Is Evidence of a Plaintiff’s Contributory Negligence Admissible in a Strict Product Liability Action? PA Federal Court Allows It, But only for Limited Purposes

October 16, 2017

Strict product liability generally focuses on the product itself, not the negligent conduct of the defendant, and as a result, defendants often are precluded from relying on certain negligence concepts in defending strict liability actions. A plaintiff’s comparative fault or contributory negligence, for example, generally may not be used to excuse a product’s defects or reduce a defendant’s fault. A recent decision from the U.S. District Court for the Middle District of Pennsylvania makes clear, however, that evidence of a plaintiff’s negligent conduct may be admissible in a strict product liability case under limited circumstances. Dodson v. Beijing Capital Tire Co., 2017 U.S. Dist. LEXIS 158484, at *8-13 (M.D. Pa. Sep. 27, 2017). Because such evidence can be powerful in defending these types of actions, it is important to understand when and why it may be admissible.

Dodson arose out of injuries plaintiff suffered while mounting and inflating a tire manufactured by Beijing Capital Tire Co. (“BCT”) during his employment as a technician.

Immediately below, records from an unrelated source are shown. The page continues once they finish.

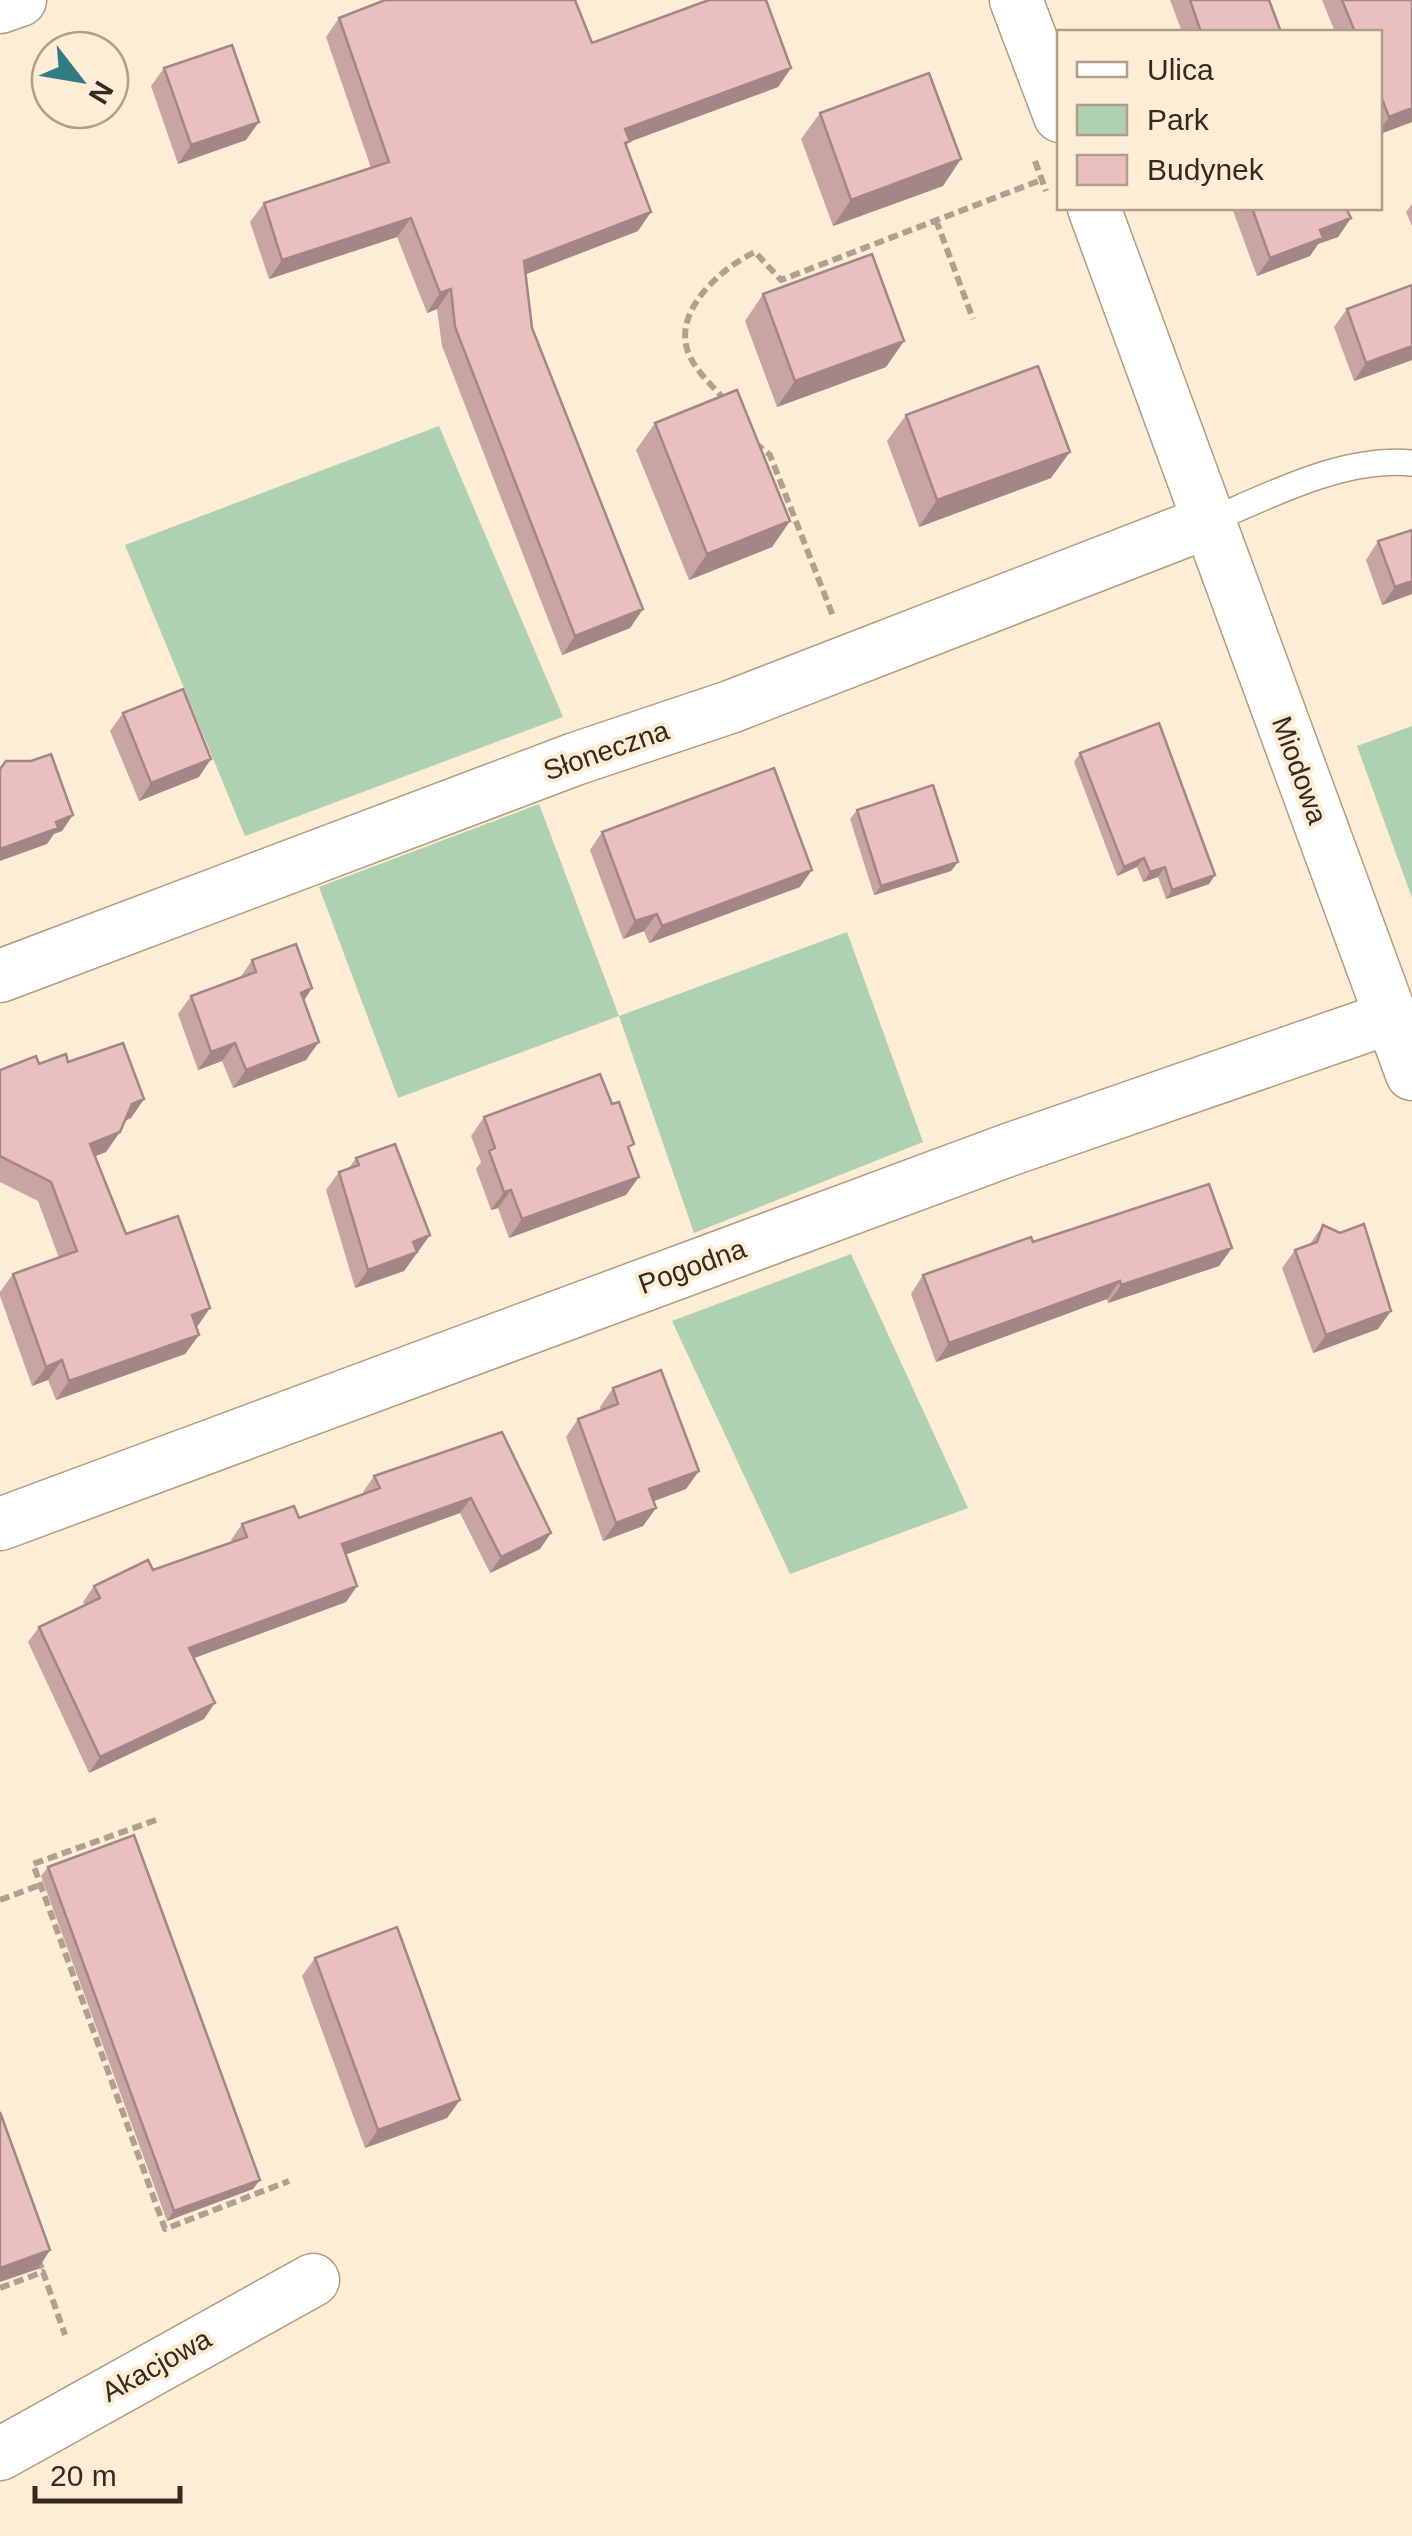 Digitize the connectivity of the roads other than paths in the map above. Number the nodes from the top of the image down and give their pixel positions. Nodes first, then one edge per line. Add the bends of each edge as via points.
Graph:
1 (20, 0) edge
2 (1016, 0) edge
3 (0, 6) edge
4 (1057, 108) edge
5 (1074, 210) edge
6 (1412, 463) edge
7 (1210, 521) junction
8 (0, 976) edge
9 (1400, 1014) edge
10 (1412, 1074) edge
11 (0, 1524) edge
12 (313, 2280) dead end
13 (0, 2454) edge

1 - 3 street
2 - 4 street
5 - 7 street, Miodowa
6 - 7 lane via 1385,461 1308,480
7 - 8 street, Słoneczna via 730,707
7 - 9 street, Miodowa
9 - 10 street, Miodowa
9 - 11 street, Pogodna via 1011,1148
12 - 13 street, Akacjowa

The tire ruptured, allegedly causing severe injuries to plaintiff, including loss of use of his dominant arm. Id. at *2. Plaintiff sued BCT for strict liability predicated on a design defect theory and also asserted a negligence claim against the tire distributor. At trial, plaintiff moved to preclude evidence of plaintiff’s own misconduct, negligence, or recklessness, arguing that Pennsylvania law “precludes a defendant in a strict liability case from raising the plaintiff’s negligence as a defense to liability or causation.” Id. at *9. The court rejected the argument, finding (i) plaintiff’s negligence claim requires consideration of contributory negligence and (ii) a properly instructed jury can separate the issue of evidence on contributory negligence from consideration of plaintiff’s theory premised on strict liability. Id. at *11.

More interesting, however, is that the court’s decision is not predicated solely on the evidence’s relevance to plaintiff’s negligence claim. The court expressly addressed the issue of whether evidence of contributory negligence also is relevant in defending a strict liability claim. BCT argued that such evidence is relevant to causation, “as manufacturers must anticipate the expected use of a product.” Evidence of product misuse goes directly to proximate cause. The court agreed and held that when proximate cause is at issue, “even in an action for strict liability, evidence bearing on causation is relevant.” Id. at *12. Accordingly, “[e]vidence of misuse, including unforeseeable, outrageous, and extraordinary use of a product, is admissible in considering the causation element of a strict liability design defect claim.” Id. at *11-12.

In defending a strict product liability action premised on a design defect, defendants should consider whether plaintiff’s negligent conduct – misuse of the product, for example – is significant enough to break the chain of causation between the design of the product and plaintiff’s injury. As the court in Dodson recognizes, “[a]lthough evidence of a user’s negligence cannot be introduced at trial to excuse a defective product or reduce recovery by comparing fault,” evidence of a plaintiff’s negligence may be relevant and admissible as it relates to causation.